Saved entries

^^^^

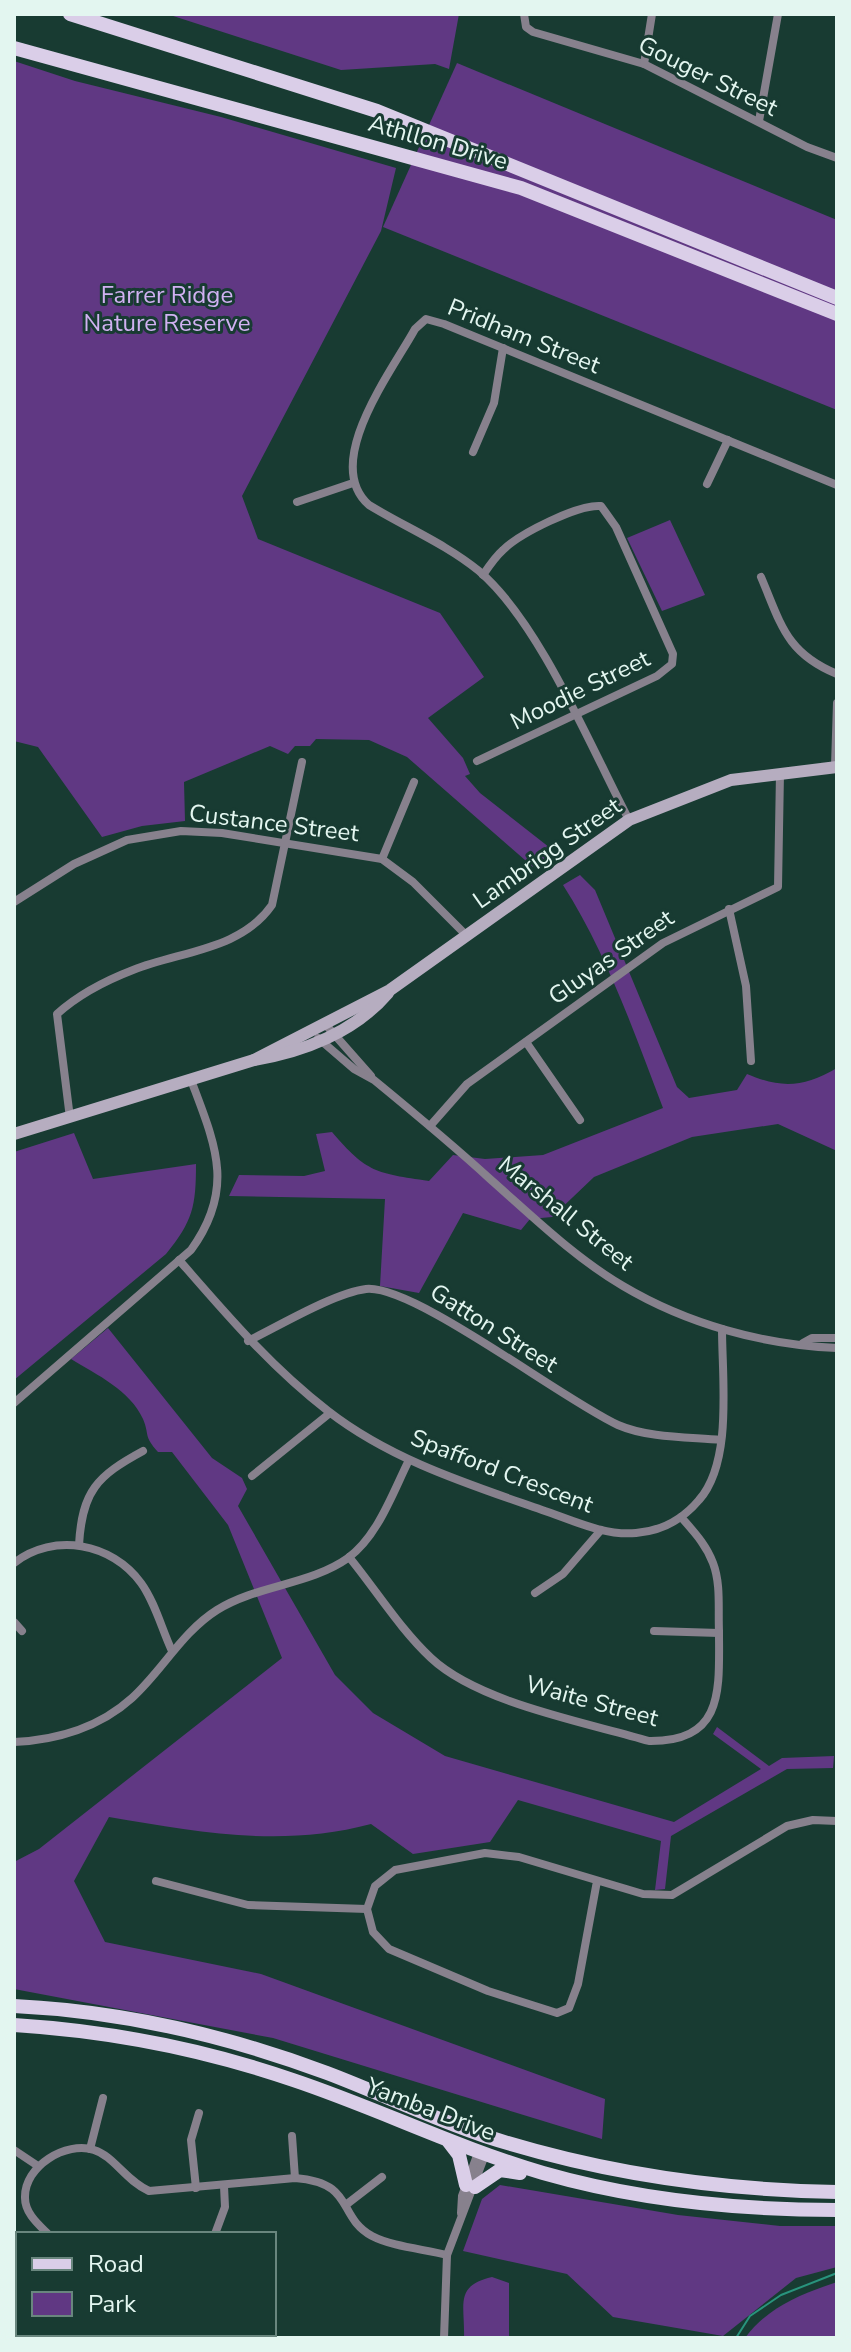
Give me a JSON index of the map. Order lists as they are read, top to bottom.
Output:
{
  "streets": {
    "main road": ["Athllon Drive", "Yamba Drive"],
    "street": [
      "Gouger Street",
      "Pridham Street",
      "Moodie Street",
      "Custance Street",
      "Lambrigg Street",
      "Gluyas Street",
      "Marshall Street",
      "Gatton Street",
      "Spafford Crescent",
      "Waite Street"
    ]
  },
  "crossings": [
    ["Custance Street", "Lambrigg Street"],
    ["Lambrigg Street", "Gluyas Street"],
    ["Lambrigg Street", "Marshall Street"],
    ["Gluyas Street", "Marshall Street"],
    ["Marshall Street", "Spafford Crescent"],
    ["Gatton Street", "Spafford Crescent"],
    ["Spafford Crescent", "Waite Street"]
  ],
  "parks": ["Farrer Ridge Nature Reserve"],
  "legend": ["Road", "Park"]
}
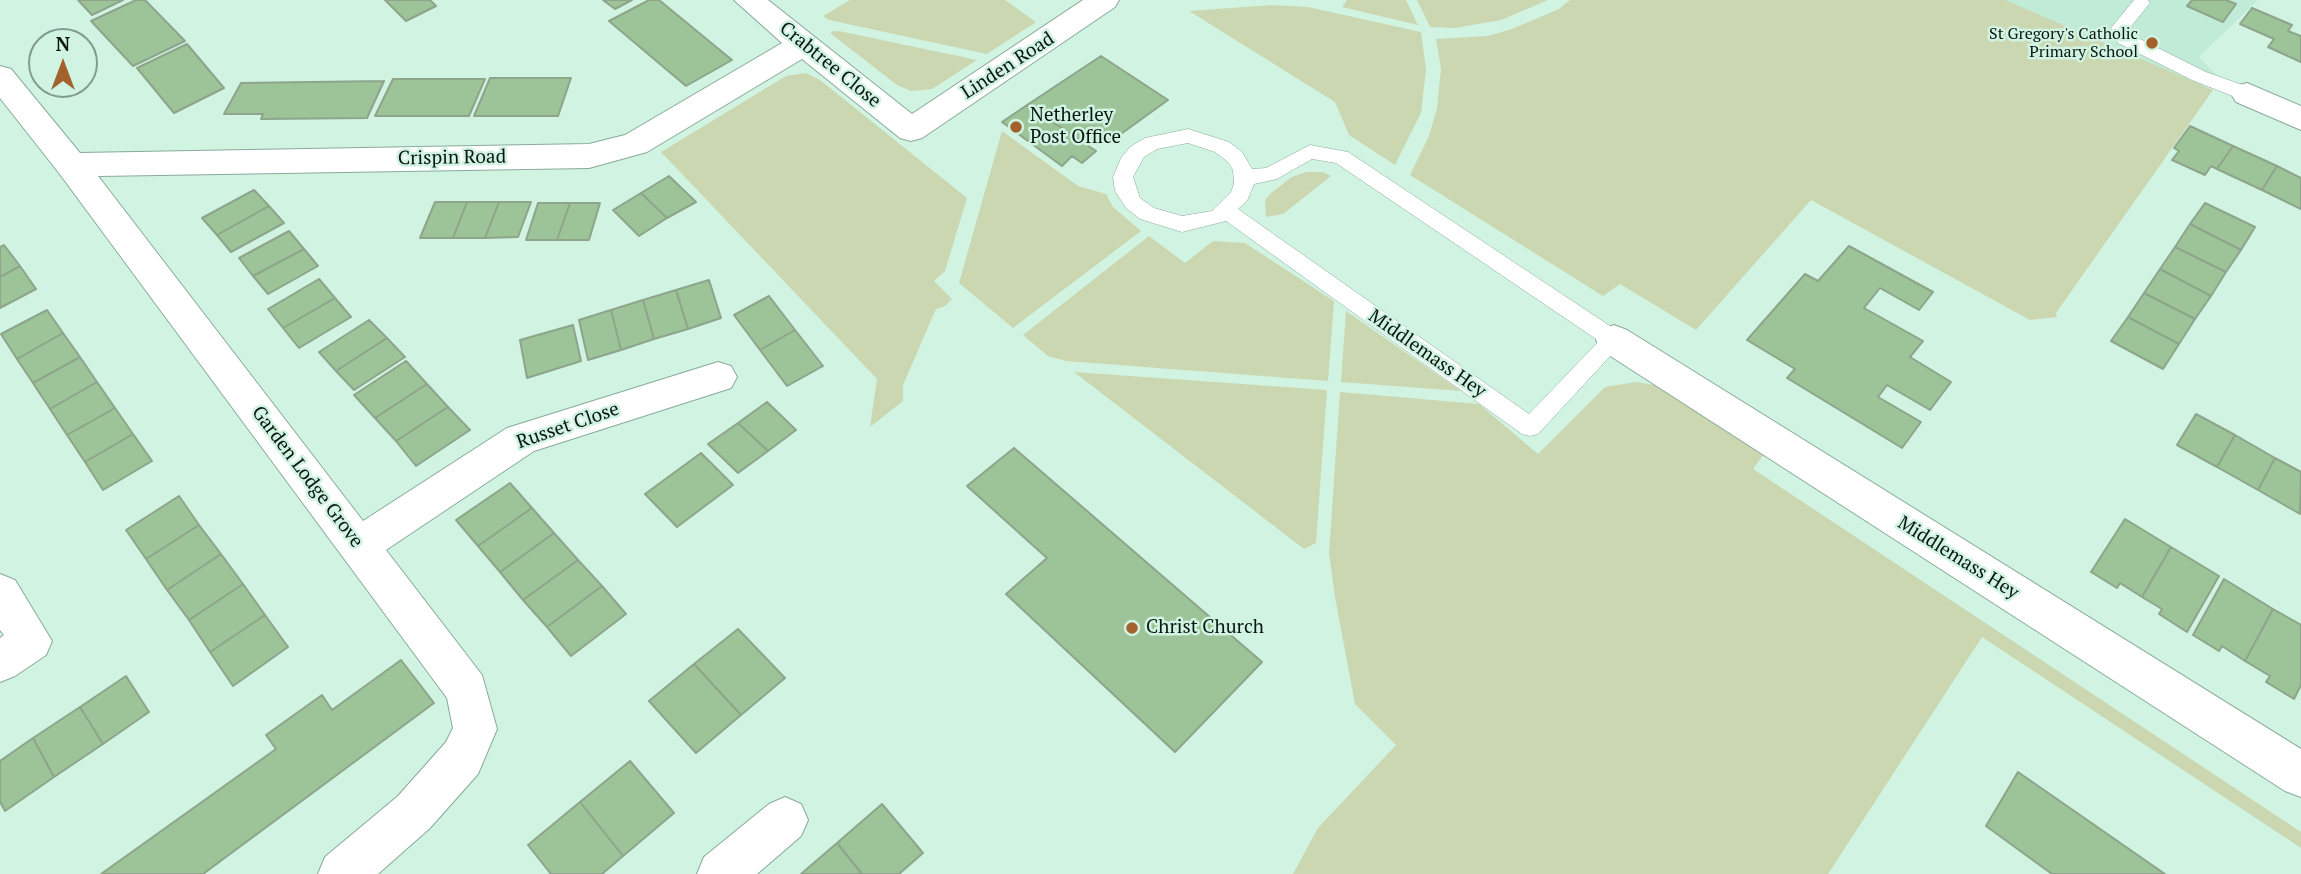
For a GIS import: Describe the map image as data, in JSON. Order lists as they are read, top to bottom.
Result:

^^^^

### Task directions
Without any pictures, output the entries above exactly as they appear.

### Response to this task
Give me a JSON index of the map. Order lists as they are read, top to bottom.
Output:
{
  "streets": {
    "main road": ["Athllon Drive", "Yamba Drive"],
    "street": [
      "Gouger Street",
      "Pridham Street",
      "Moodie Street",
      "Custance Street",
      "Lambrigg Street",
      "Gluyas Street",
      "Marshall Street",
      "Gatton Street",
      "Spafford Crescent",
      "Waite Street"
    ]
  },
  "crossings": [
    ["Custance Street", "Lambrigg Street"],
    ["Lambrigg Street", "Gluyas Street"],
    ["Lambrigg Street", "Marshall Street"],
    ["Gluyas Street", "Marshall Street"],
    ["Marshall Street", "Spafford Crescent"],
    ["Gatton Street", "Spafford Crescent"],
    ["Spafford Crescent", "Waite Street"]
  ],
  "parks": ["Farrer Ridge Nature Reserve"],
  "legend": ["Road", "Park"]
}
For a GIS import: Describe the map image as data, in JSON. Order lists as they are read, top to bottom.
Result:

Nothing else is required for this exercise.